Ketika Bung Karno Membicarakan "Atlantis"
Anda pernah dengar legenda Atlantis? Ini merujuk pada cerita Plato pada 335 SM. Dalam salah satu karyanya, Timaeus, Plato menceritakan tentang Atlantis yang hilang. Konon, Critias, nama orang dalam buku Plato, mendengar kisah Atlantis dari Solon. Dan Solon mendengarnya dari seorang pendeta Mesir.
sumber foto : http://m.berdikarionline.com/
Atlantis digambarkan sebagai sebagai negeri dengan peradaban yang sangat maju. Sayang, seperti diceritakan Plato, negeri hebat itu tenggelam ke dalam samudra “hanya dalam waktu satu hari satu malam”. Itu diperkirakan terjadi pada 11.600 tahun yang lalu.

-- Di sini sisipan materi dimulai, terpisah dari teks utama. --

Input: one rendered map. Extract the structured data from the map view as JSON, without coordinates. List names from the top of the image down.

Cerita soal Atlantis mengundang rasa penasaran. Banyak orang yang berusaha mencari jejak-jejak kerajaan hilang itu. Ratusan ekspedisi dilakukan untuk mencari jejak Atlantis di Siprus, Afrika, Laut Mediterania, Amerika Selatan, Kepulauan Karibia hingga Mesir. Hasilnya pun nihil.

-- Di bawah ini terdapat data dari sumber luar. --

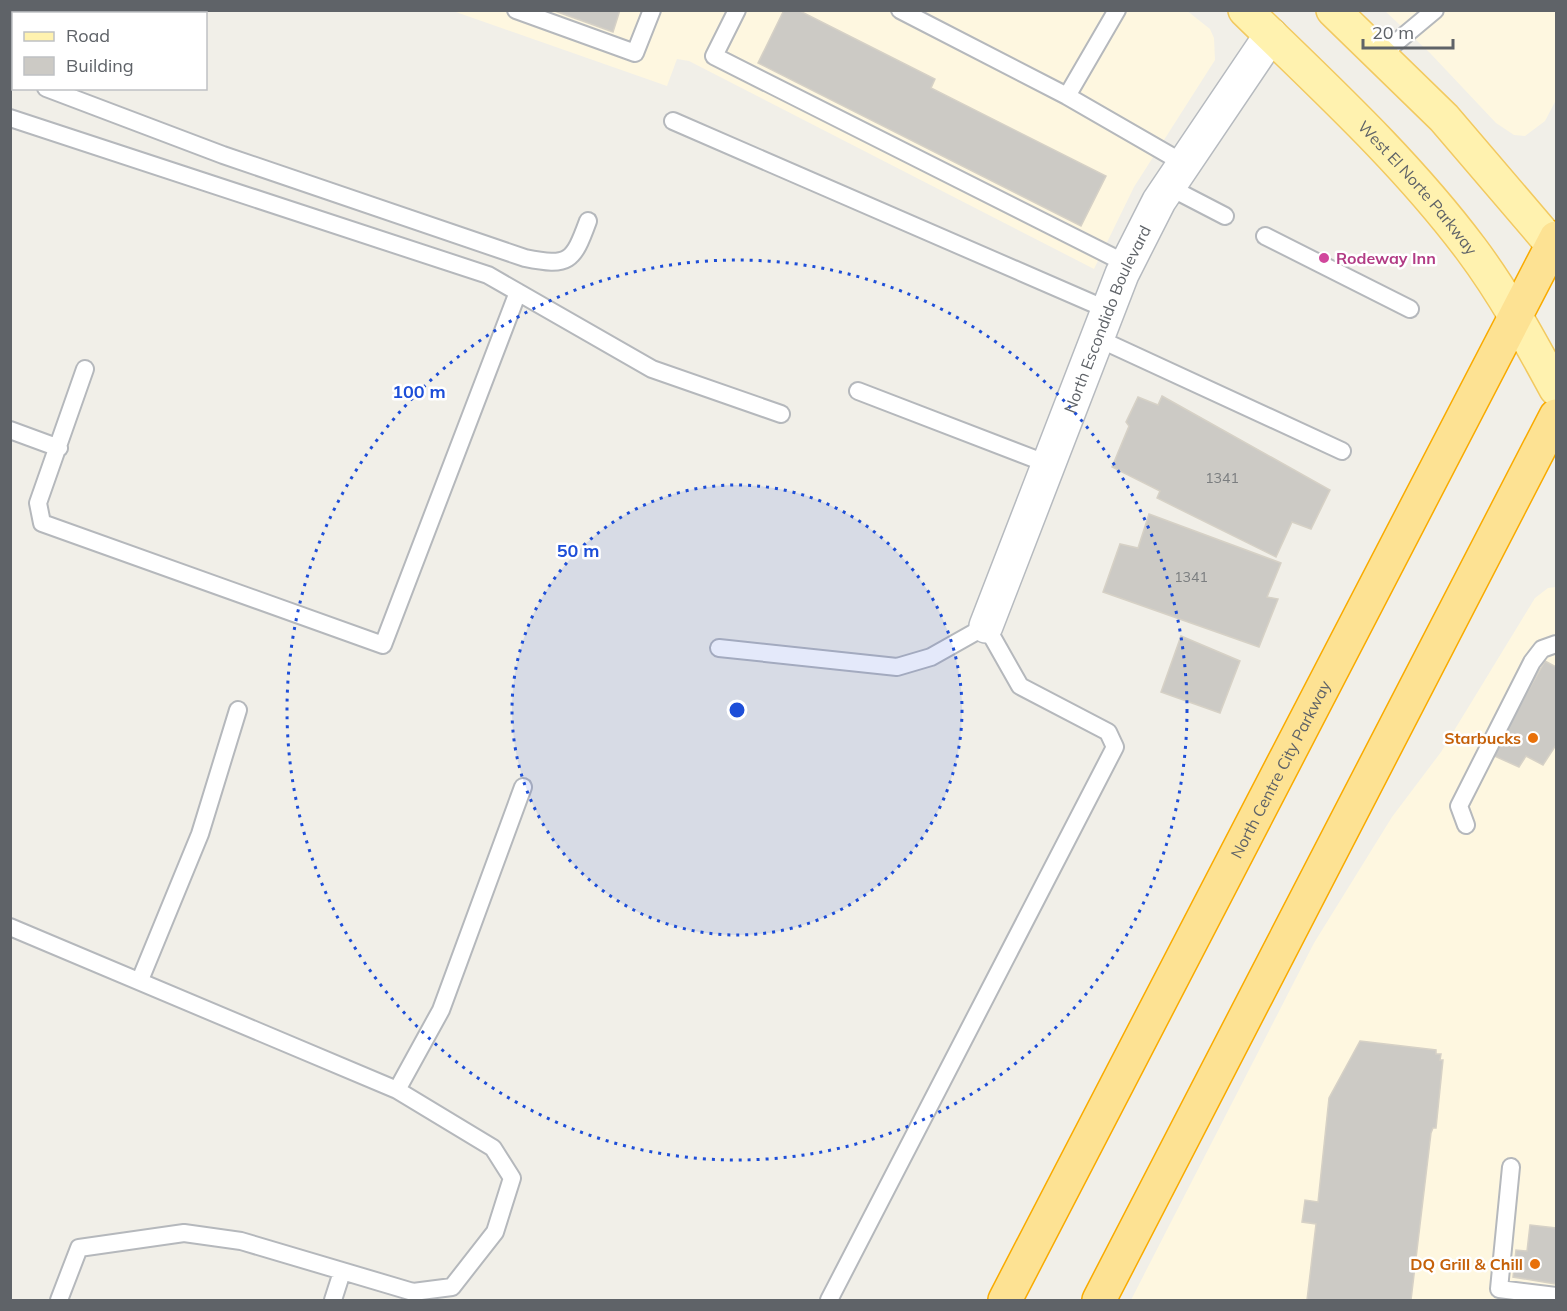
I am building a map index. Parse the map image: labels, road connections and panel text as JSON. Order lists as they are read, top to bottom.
{
  "streets": {
    "highway": ["North Centre City Parkway"],
    "main road": ["West El Norte Parkway"],
    "street": ["North Escondido Boulevard"]
  },
  "crossings": [
    ["West El Norte Parkway", "North Escondido Boulevard"],
    ["West El Norte Parkway", "North Centre City Parkway"]
  ],
  "places": ["Rodeway Inn", "Starbucks", "DQ Grill & Chill"],
  "house_numbers": ["1341", "1341"],
  "legend": ["Road", "Building"],
  "scale_bar": "20 m",
  "rings": ["100 m", "50 m"]
}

Belakang, seorang penulis Brazil, Profesor Arysio Santos, membuat kegemparan. Dalam bukunya, Atlantis: The Lost Continent Finally Found, Santos menyimpulkan bahwa peradaban Atlantis ada di kepulauan Indonesia. Banyak pakar, terutama pakar geoologi, membantah hipotesis Santos ini. Kita tak akan membahas polemik ini.
Rupanya, 47 tahun yang lalu, Bung Karno juga bercerita soal Atlantis. Bung Karno melakukannya di depan rapat para panglima ALRI di Tanjung Priok, Jakarta. Awalnya, Bung Karno berbicara mengenai mitos Nyi Roro Kidul.
Lalu, Bung Karno bilang, “ada kupasan yang mengatakan bahwa di selatan Pulau Jawa ini ada satu Pulau besar, yang seperti Nusa Tembini, kepulauan pulau Nusa ini, seperti Nusa Tembini diereh oleh seorang Raja Putri.”
Raja Putri itu, kata Bung Karno, mempraktekkan hukum matriarchal. Akan tetapi, kerajaan Nusa Tembini tenggelam ke dasar laut. Nah, inilah yang kemudian dikenang dengan cerita Nyi Roro Kidul.
Cerita soal Nusa Tembini ini, menurut Bung Karno, mirip dengan kepercayaan orang eropa mengenai kerajaan lautan Atlantis. Bung Karno memulai penjelasannya dengan tarikan geografis.
Ia mencoba menjelaskan, di sebelah barat Eropa Barat dan Afrika Barat, kemudian sebelah timurnya Amerika Utara dan Amerika Selatan, terdapat ruang kosong. “Sepertinya di tengah itu ada lubang,” katanya. Menurut Bung Karno, kemungkinan besar kawasan itu dulunya benua besar yang pecah.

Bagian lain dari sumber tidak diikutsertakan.